How Can a Retired Judge Build a Mediation Practice?
A practical guide to building the brand, client experience, and operating structure around a retired judge's private ADR practice.
Complete Resolution Support · 8 min read
A retired judge can build a mediation practice by combining a clear market position with dependable intake, scheduling, matter management, communications, billing, and follow-through. Judicial experience creates credibility; the practice around that experience determines whether clients find the service responsive, organized, and easy to use.
Start with the practice you want to be known for
Define the matters, geography, professional relationships, and client experience the practice will prioritize. A focused position makes referrals easier and helps every operating decision support the same reputation.
Build the client journey before volume arrives
Decide how inquiries are received, conflicts are reviewed, dates are offered, documents are requested, fees are communicated, and matters are closed. Early structure prevents the judge from becoming the default coordinator for every detail.

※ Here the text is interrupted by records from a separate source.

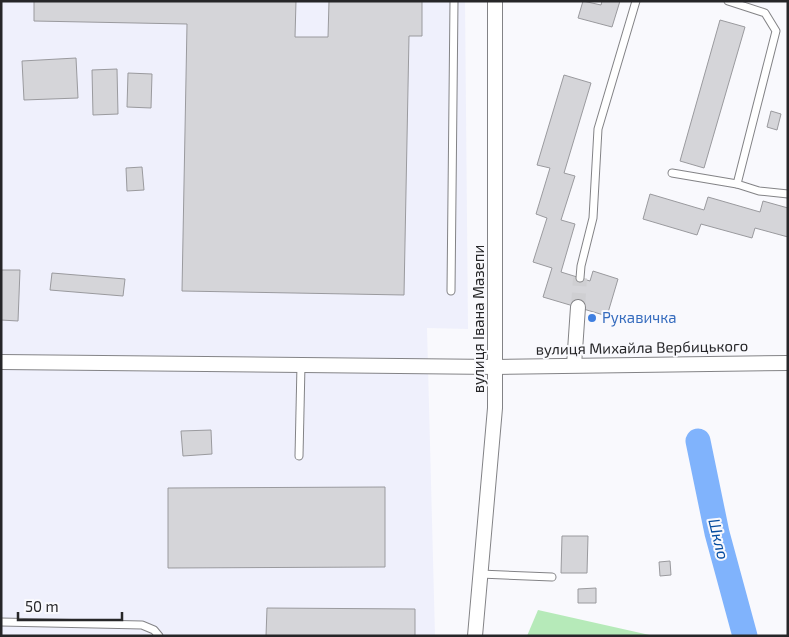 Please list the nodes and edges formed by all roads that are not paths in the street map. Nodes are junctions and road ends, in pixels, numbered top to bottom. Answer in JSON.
{"nodes":[{"id":1,"x":454,"y":1,"type":"edge"},
{"id":2,"x":495,"y":1,"type":"edge"},
{"id":3,"x":636,"y":1,"type":"edge"},
{"id":4,"x":728,"y":1,"type":"edge"},
{"id":5,"x":672,"y":173,"type":"dead end"},
{"id":6,"x":737,"y":184,"type":"junction"},
{"id":7,"x":788,"y":194,"type":"edge"},
{"id":8,"x":580,"y":278,"type":"tunnel mouth"},
{"id":9,"x":451,"y":291,"type":"dead end"},
{"id":10,"x":578,"y":307,"type":"tunnel mouth"},
{"id":11,"x":1,"y":362,"type":"edge"},
{"id":12,"x":788,"y":362,"type":"edge"},
{"id":13,"x":301,"y":365,"type":"junction"},
{"id":14,"x":574,"y":365,"type":"junction"},
{"id":15,"x":496,"y":367,"type":"junction"},
{"id":16,"x":299,"y":456,"type":"dead end"},
{"id":17,"x":480,"y":574,"type":"junction"},
{"id":18,"x":552,"y":577,"type":"dead end"},
{"id":19,"x":1,"y":622,"type":"edge"},
{"id":20,"x":159,"y":636,"type":"edge"},
{"id":21,"x":475,"y":636,"type":"edge"}],
"edges":[{"from":1,"to":9,"type":"lane"},
{"from":2,"to":15,"type":"street","name":"вулиця Івана Мазепи"},
{"from":3,"to":8,"type":"lane"},
{"from":4,"to":6,"type":"lane"},
{"from":5,"to":6,"type":"lane"},
{"from":6,"to":7,"type":"lane"},
{"from":10,"to":14,"type":"street"},
{"from":11,"to":13,"type":"street","name":"вулиця Михайла Вербицького"},
{"from":12,"to":14,"type":"street","name":"вулиця Михайла Вербицького"},
{"from":13,"to":15,"type":"street","name":"вулиця Михайла Вербицького"},
{"from":13,"to":16,"type":"lane"},
{"from":14,"to":15,"type":"street","name":"вулиця Михайла Вербицького"},
{"from":15,"to":17,"type":"street","name":"вулиця Івана Мазепи"},
{"from":17,"to":18,"type":"lane"},
{"from":17,"to":21,"type":"street","name":"вулиця Івана Мазепи"},
{"from":19,"to":20,"type":"lane"}]}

Protect the value of the judge's time
Preparation, mediation, relationship development, and judgment should remain with the neutral. Repeatable coordination and follow-up should be assigned to a trusted operating partner or team.
Use technology quietly
Calendars, matter records, document workflows, and reporting should make the service more reliable without making clients feel that they are interacting with a software product.
Launch with support, not unnecessary overhead
A new practice does not always need full-time employees from day one. It does need clear responsibility for the work around every matter and enough capacity to respond consistently.
Does a retired judge need a mediation house?
No single model fits every judge. A mediation house may provide referrals and infrastructure. An independent practice offers greater control of brand, relationships, and economics, but requires an operating structure.
When should operations be built?
Before the first matters create urgency. Intake, scheduling, communications, billing, and closing workflows are easier to design before volume increases.